(TASK DESCRIPTION)
Below are records to return verbatim; the pictures are to be dropped.

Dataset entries

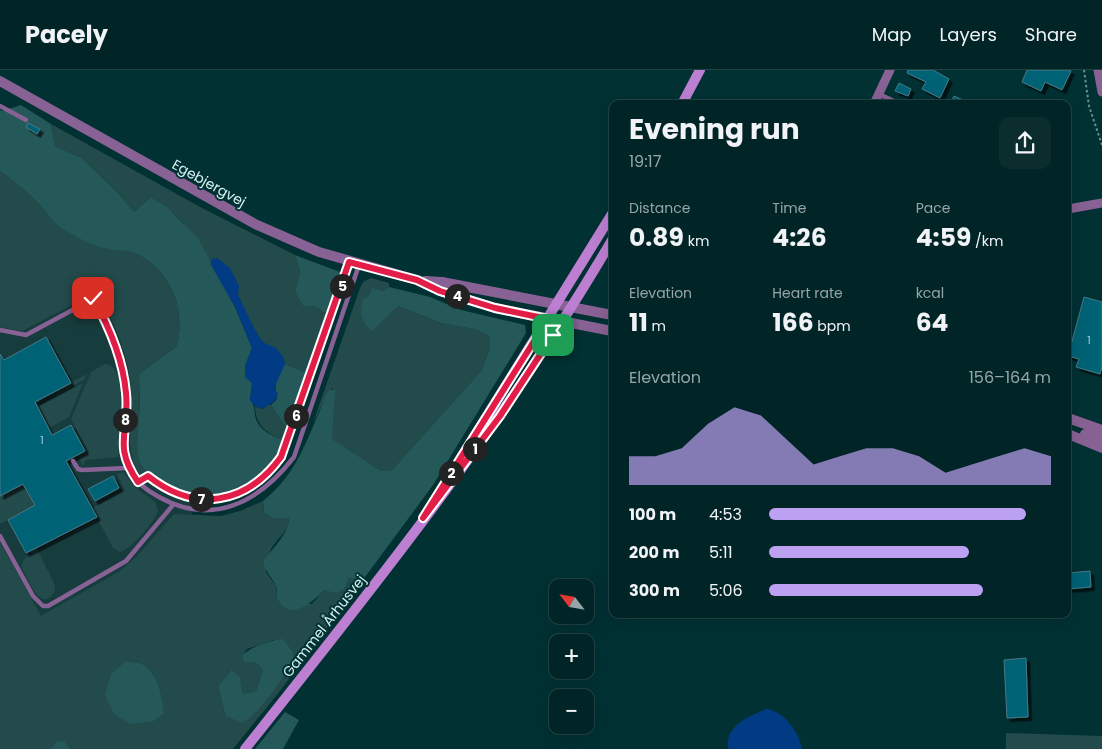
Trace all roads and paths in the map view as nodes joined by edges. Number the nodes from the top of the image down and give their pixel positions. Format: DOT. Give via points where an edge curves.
graph roads {
  1 [pos="700,70"];
  2 [pos="890,70"];
  3 [pos="1084,70"];
  4 [pos="1098,70"];
  5 [pos="0,82"];
  6 [pos="1102,92"];
  7 [pos="879,94"];
  8 [pos="684,100"];
  9 [pos="876,100"];
  10 [pos="892,100"];
  11 [pos="0,106"];
  12 [pos="26,120"];
  13 [pos="1102,145"];
  14 [pos="1102,203"];
  15 [pos="1071,208"];
  16 [pos="609,219"];
  17 [pos="609,245"];
  18 [pos="354,263"];
  19 [pos="417,280"];
  20 [pos="556,305"];
  21 [pos="572,308"];
  22 [pos="609,314"];
  23 [pos="548,319"];
  24 [pos="562,322"];
  25 [pos="0,330"];
  26 [pos="609,330"];
  27 [pos="1071,419"];
  28 [pos="1071,428"];
  29 [pos="1102,430"];
  30 [pos="1071,435"];
  31 [pos="1102,440"];
  32 [pos="1102,448"];
  33 [pos="73,460"];
  34 [pos="128,468"];
  35 [pos="138,482"];
  36 [pos="173,505"];
  37 [pos="423,518"];
  38 [pos="0,536"];
  39 [pos="245,749"];
  1 -- 8 [label="main road"];
  2 -- 7 [label="street"];
  3 -- 13 [label="path" via="1089,106"];
  4 -- 6 [label="street"];
  5 -- 18 [label="street, Egebjergvej" via="255,224 319,252"];
  7 -- 9 [label="street"];
  7 -- 10 [label="lane"];
  11 -- 12 [label="lane"];
  14 -- 15 [label="street"];
  16 -- 20 [label="main road, Gammel Århusvej"];
  17 -- 21 [label="main road, Gammel Århusvej"];
  18 -- 19 [label="street, Egebjergvej"];
  18 -- 35 [label="path" via="287,443 281,457 264,478 237,494 211,500 181,496 148,476"];
  18 -- 36 [label="lane" via="294,458 264,490 247,501 212,510"];
  19 -- 20 [label="street, Egebjergvej"];
  19 -- 23 [label="street, Egebjergvej" via="440,291 495,308"];
  20 -- 21 [label="street, Egebjergvej"];
  20 -- 23 [label="main road, Gammel Århusvej"];
  21 -- 22 [label="street, Egebjergvej"];
  21 -- 24 [label="main road, Gammel Århusvej"];
  23 -- 24 [label="street, Egebjergvej"];
  23 -- 37 [label="main road, Gammel Århusvej"];
  24 -- 26 [label="street, Egebjergvej"];
  24 -- 37 [label="main road, Gammel Århusvej" via="500,416"];
  25 -- 34 [label="lane" via="26,335 93,298 110,329 120,362 126,394 122,450"];
  27 -- 29 [label="street"];
  28 -- 31 [label="street"];
  30 -- 32 [label="street"];
  33 -- 34 [label="lane" via="82,470"];
  34 -- 35 [label="lane"];
  35 -- 36 [label="lane"];
  36 -- 38 [label="lane" via="126,561 48,606 36,601"];
  37 -- 39 [label="main road, Gammel Århusvej" via="337,634"];
}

(RESPONSE AREA)
Trace all roads and paths in the map view as nodes joined by edges. Number the nodes from the top of the image down and give their pixel positions. Format: DOT. Give via points where an edge curves.
graph roads {
  1 [pos="700,70"];
  2 [pos="890,70"];
  3 [pos="1084,70"];
  4 [pos="1098,70"];
  5 [pos="0,82"];
  6 [pos="1102,92"];
  7 [pos="879,94"];
  8 [pos="684,100"];
  9 [pos="876,100"];
  10 [pos="892,100"];
  11 [pos="0,106"];
  12 [pos="26,120"];
  13 [pos="1102,145"];
  14 [pos="1102,203"];
  15 [pos="1071,208"];
  16 [pos="609,219"];
  17 [pos="609,245"];
  18 [pos="354,263"];
  19 [pos="417,280"];
  20 [pos="556,305"];
  21 [pos="572,308"];
  22 [pos="609,314"];
  23 [pos="548,319"];
  24 [pos="562,322"];
  25 [pos="0,330"];
  26 [pos="609,330"];
  27 [pos="1071,419"];
  28 [pos="1071,428"];
  29 [pos="1102,430"];
  30 [pos="1071,435"];
  31 [pos="1102,440"];
  32 [pos="1102,448"];
  33 [pos="73,460"];
  34 [pos="128,468"];
  35 [pos="138,482"];
  36 [pos="173,505"];
  37 [pos="423,518"];
  38 [pos="0,536"];
  39 [pos="245,749"];
  1 -- 8 [label="main road"];
  2 -- 7 [label="street"];
  3 -- 13 [label="path" via="1089,106"];
  4 -- 6 [label="street"];
  5 -- 18 [label="street, Egebjergvej" via="255,224 319,252"];
  7 -- 9 [label="street"];
  7 -- 10 [label="lane"];
  11 -- 12 [label="lane"];
  14 -- 15 [label="street"];
  16 -- 20 [label="main road, Gammel Århusvej"];
  17 -- 21 [label="main road, Gammel Århusvej"];
  18 -- 19 [label="street, Egebjergvej"];
  18 -- 35 [label="path" via="287,443 281,457 264,478 237,494 211,500 181,496 148,476"];
  18 -- 36 [label="lane" via="294,458 264,490 247,501 212,510"];
  19 -- 20 [label="street, Egebjergvej"];
  19 -- 23 [label="street, Egebjergvej" via="440,291 495,308"];
  20 -- 21 [label="street, Egebjergvej"];
  20 -- 23 [label="main road, Gammel Århusvej"];
  21 -- 22 [label="street, Egebjergvej"];
  21 -- 24 [label="main road, Gammel Århusvej"];
  23 -- 24 [label="street, Egebjergvej"];
  23 -- 37 [label="main road, Gammel Århusvej"];
  24 -- 26 [label="street, Egebjergvej"];
  24 -- 37 [label="main road, Gammel Århusvej" via="500,416"];
  25 -- 34 [label="lane" via="26,335 93,298 110,329 120,362 126,394 122,450"];
  27 -- 29 [label="street"];
  28 -- 31 [label="street"];
  30 -- 32 [label="street"];
  33 -- 34 [label="lane" via="82,470"];
  34 -- 35 [label="lane"];
  35 -- 36 [label="lane"];
  36 -- 38 [label="lane" via="126,561 48,606 36,601"];
  37 -- 39 [label="main road, Gammel Århusvej" via="337,634"];
}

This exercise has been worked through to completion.